A note on Bear's Best Las Vegas: the Jack Nicklaus design closed to public play in June 2025 after Mulligan Holdings acquired the property for $30.5 million. The course is converting to a private, members-only luxury club with a projected reopening in late 2026 and boutique villas to follow. It is no longer accessible for visiting golfers.
Where to Stay
The accommodation decision in Las Vegas is less about proximity to courses and more about what kind of trip you want to take. Wynn Las Vegas is the only property with golf on site, and its 20 consecutive Forbes Five-Star ratings reflect the level of service. The Bellagio and The Venetian, both on the Strip, provide the full Las Vegas experience with suites starting at $200 to $300 per night depending on the season.
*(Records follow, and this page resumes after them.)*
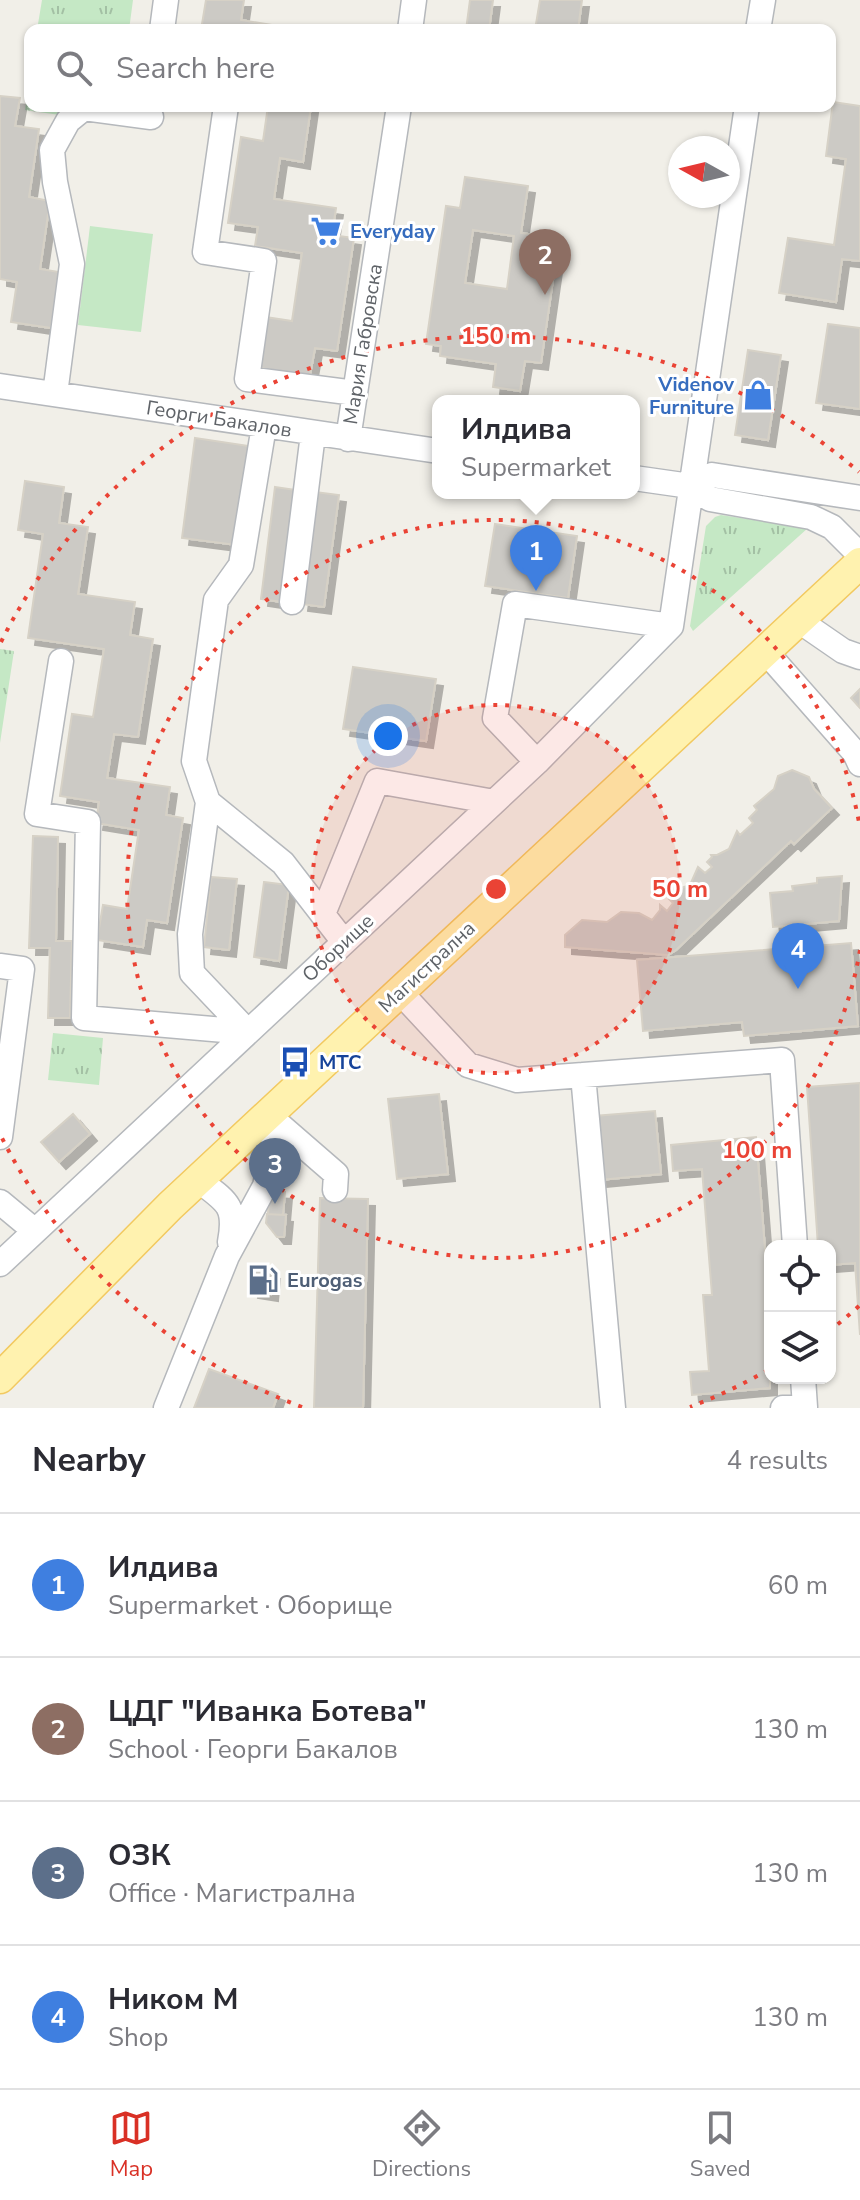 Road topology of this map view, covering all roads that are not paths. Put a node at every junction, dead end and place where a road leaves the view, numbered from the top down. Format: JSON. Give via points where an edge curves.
{"nodes":[{"id":1,"x":166,"y":0,"type":"edge"},
{"id":2,"x":414,"y":0,"type":"edge"},
{"id":3,"x":763,"y":0,"type":"edge"},
{"id":4,"x":163,"y":24,"type":"edge"},
{"id":5,"x":411,"y":24,"type":"edge"},
{"id":6,"x":759,"y":24,"type":"edge"},
{"id":7,"x":79,"y":112,"type":"edge"},
{"id":8,"x":114,"y":112,"type":"edge"},
{"id":9,"x":225,"y":112,"type":"edge"},
{"id":10,"x":398,"y":112,"type":"edge"},
{"id":11,"x":746,"y":112,"type":"edge"},
{"id":12,"x":151,"y":117,"type":"dead end"},
{"id":13,"x":0,"y":386,"type":"edge"},
{"id":14,"x":355,"y":393,"type":"junction"},
{"id":15,"x":55,"y":394,"type":"junction"},
{"id":16,"x":264,"y":426,"type":"junction"},
{"id":17,"x":313,"y":434,"type":"junction"},
{"id":18,"x":348,"y":439,"type":"junction"},
{"id":19,"x":432,"y":450,"type":"edge"},
{"id":20,"x":640,"y":479,"type":"edge"},
{"id":21,"x":690,"y":486,"type":"junction"},
{"id":22,"x":860,"y":498,"type":"edge"},
{"id":23,"x":860,"y":555,"type":"edge"},
{"id":24,"x":860,"y":563,"type":"edge"},
{"id":25,"x":292,"y":602,"type":"dead end"},
{"id":26,"x":798,"y":620,"type":"junction"},
{"id":27,"x":671,"y":626,"type":"junction"},
{"id":28,"x":766,"y":652,"type":"junction"},
{"id":29,"x":860,"y":657,"type":"edge"},
{"id":30,"x":61,"y":661,"type":"dead end"},
{"id":31,"x":537,"y":762,"type":"junction"},
{"id":32,"x":860,"y":764,"type":"edge"},
{"id":33,"x":208,"y":802,"type":"junction"},
{"id":34,"x":494,"y":802,"type":"junction"},
{"id":35,"x":323,"y":914,"type":"junction"},
{"id":36,"x":344,"y":942,"type":"junction"},
{"id":37,"x":0,"y":966,"type":"edge"},
{"id":38,"x":400,"y":992,"type":"junction"},
{"id":39,"x":248,"y":1032,"type":"junction"},
{"id":40,"x":583,"y":1075,"type":"junction"},
{"id":41,"x":268,"y":1115,"type":"junction"},
{"id":42,"x":0,"y":1137,"type":"edge"},
{"id":43,"x":198,"y":1180,"type":"junction"},
{"id":44,"x":335,"y":1190,"type":"dead end"},
{"id":45,"x":0,"y":1202,"type":"edge"},
{"id":46,"x":170,"y":1206,"type":"junction"},
{"id":47,"x":35,"y":1231,"type":"junction"},
{"id":48,"x":795,"y":1240,"type":"edge"},
{"id":49,"x":227,"y":1256,"type":"junction"},
{"id":50,"x":0,"y":1264,"type":"edge"},
{"id":51,"x":39,"y":1339,"type":"junction"},
{"id":52,"x":0,"y":1360,"type":"edge"},
{"id":53,"x":0,"y":1378,"type":"edge"},
{"id":54,"x":803,"y":1384,"type":"edge"},
{"id":55,"x":0,"y":1387,"type":"edge"},
{"id":56,"x":166,"y":1408,"type":"edge"},
{"id":57,"x":613,"y":1408,"type":"edge"},
{"id":58,"x":783,"y":1408,"type":"edge"}],
"edges":[{"from":1,"to":4,"type":"street"},
{"from":2,"to":5,"type":"street"},
{"from":3,"to":6,"type":"street"},
{"from":7,"to":15,"type":"street","via":[[52,150],[72,264]]},
{"from":8,"to":12,"type":"street"},
{"from":9,"to":14,"type":"street","via":[[205,252],[264,261],[247,379]]},
{"from":10,"to":14,"type":"street","name":"Мария Габровска"},
{"from":11,"to":21,"type":"street"},
{"from":13,"to":15,"type":"street","name":"Георги Бакалов"},
{"from":14,"to":18,"type":"street","name":"Мария Габровска"},
{"from":15,"to":16,"type":"street","name":"Георги Бакалов"},
{"from":16,"to":17,"type":"street","name":"Георги Бакалов"},
{"from":16,"to":33,"type":"street","via":[[241,565],[216,600],[194,761]]},
{"from":17,"to":18,"type":"street","name":"Георги Бакалов"},
{"from":17,"to":25,"type":"street"},
{"from":18,"to":19,"type":"street","name":"Георги Бакалов"},
{"from":20,"to":21,"type":"street"},
{"from":21,"to":22,"type":"street","via":[[712,475]]},
{"from":21,"to":23,"type":"street","via":[[710,499],[811,517],[832,527]]},
{"from":21,"to":27,"type":"street"},
{"from":24,"to":26,"type":"main road","name":"Магистрална"},
{"from":26,"to":28,"type":"main road","name":"Магистрална"},
{"from":26,"to":29,"type":"street"},
{"from":27,"to":31,"type":"street","name":"Оборище"},
{"from":27,"to":31,"type":"street","via":[[515,604],[495,718]]},
{"from":28,"to":32,"type":"street"},
{"from":28,"to":38,"type":"main road","name":"Магистрална"},
{"from":30,"to":39,"type":"street","via":[[37,814],[88,822],[84,1018]]},
{"from":31,"to":34,"type":"street","name":"Оборище"},
{"from":33,"to":35,"type":"street","via":[[283,863]]},
{"from":33,"to":39,"type":"street","via":[[190,934],[192,973]]},
{"from":34,"to":35,"type":"street","via":[[377,781]]},
{"from":34,"to":36,"type":"street","name":"Оборище"},
{"from":35,"to":36,"type":"street"},
{"from":36,"to":39,"type":"street","name":"Оборище"},
{"from":37,"to":42,"type":"street","via":[[22,969]]},
{"from":38,"to":40,"type":"street","via":[[468,1065],[517,1080]]},
{"from":38,"to":41,"type":"main road","name":"Магистрална"},
{"from":39,"to":47,"type":"street","name":"Оборище"},
{"from":40,"to":48,"type":"street","via":[[782,1060]]},
{"from":40,"to":57,"type":"street"},
{"from":41,"to":43,"type":"main road","name":"Магистрална"},
{"from":41,"to":44,"type":"street","via":[[336,1174]]},
{"from":41,"to":49,"type":"street","via":[[274,1143],[265,1186]]},
{"from":43,"to":46,"type":"main road","name":"Магистрална"},
{"from":43,"to":49,"type":"street","via":[[224,1200],[234,1220]]},
{"from":45,"to":47,"type":"street"},
{"from":46,"to":51,"type":"main road","name":"Магистрална"},
{"from":46,"to":52,"type":"main road"},
{"from":47,"to":50,"type":"street","name":"Оборище"},
{"from":49,"to":56,"type":"street"},
{"from":51,"to":53,"type":"main road","name":"Магистрална"},
{"from":51,"to":55,"type":"street"},
{"from":54,"to":58,"type":"street","via":[[805,1407]]}]}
For golfers focused on the Lake Las Vegas courses, the Westin Lake Las Vegas and Hilton Lake Las Vegas are both within two miles of Reflection Bay and offer a quieter alternative to the Strip at $150 to $350 per night. Red Rock Casino Resort and Spa, on the western edge of the city near Red Rock Canyon, splits the difference between resort luxury and access to courses like TPC Las Vegas.
Mid-range travelers will find the Marriott Grand Chateau useful: a non-gaming, non-smoking property on Harmon Avenue with no resort fee, Strip views from the rooftop pool, and rates of $150 to $250. The Excalibur, at $40 to $100 per night on the Strip, provides budget accommodation that puts more of the trip's budget toward green fees, which is the right calculation for many golf groups.
Beyond the Course
Las Vegas provides more non-golf activity per square mile than any destination in this guide. Cirque du Soleil operates six current productions across the Strip, with "O" at the Bellagio and Mystere at Treasure Island among the most enduring. Helicopter tours over the Strip run 12 to 15 minutes in the air and offer a perspective on the city that is worth the $100 to $229 price, particularly at night.
The natural surroundings, often overlooked by visitors who never leave the casino floor, are legitimately impressive. Red Rock Canyon, a 20-minute drive west, offers a 13-mile scenic loop and guided e-bike tours through sandstone formations. Valley of Fire State Park, Nevada's oldest, is 50 miles northeast and rewards a half-day excursion with red sandstone formations and petroglyphs. Hoover Dam is 30 miles south and can be combined with a round at Cascata for a full day away from the Strip.
The Fremont Street Experience downtown, covered by a 1,500-foot LED canopy, provides an evening alternative to the Strip that feels like a different city. The High Roller observation wheel at The LINQ, at 550 feet the tallest in North America, offers 30-minute revolutions with a Happy Hour cabin that includes an open bar for $60.
The Vegas Equation
A Las Vegas golf trip does not require justification in golf terms alone, which is both its advantage and its limitation. The courses are good enough to anchor a trip. Shadow Creek is good enough to anchor a career highlight reel. But the city's broader appeal means that the golf competes for attention with dining, entertainment, and the particular energy of the Strip in ways that do not apply in Bandon or Pinehurst. This is a destination for golfers who want a complete trip, where the hours off the course carry as much weight as the hours on it. For that specific ambition, nothing else in American golf comes close.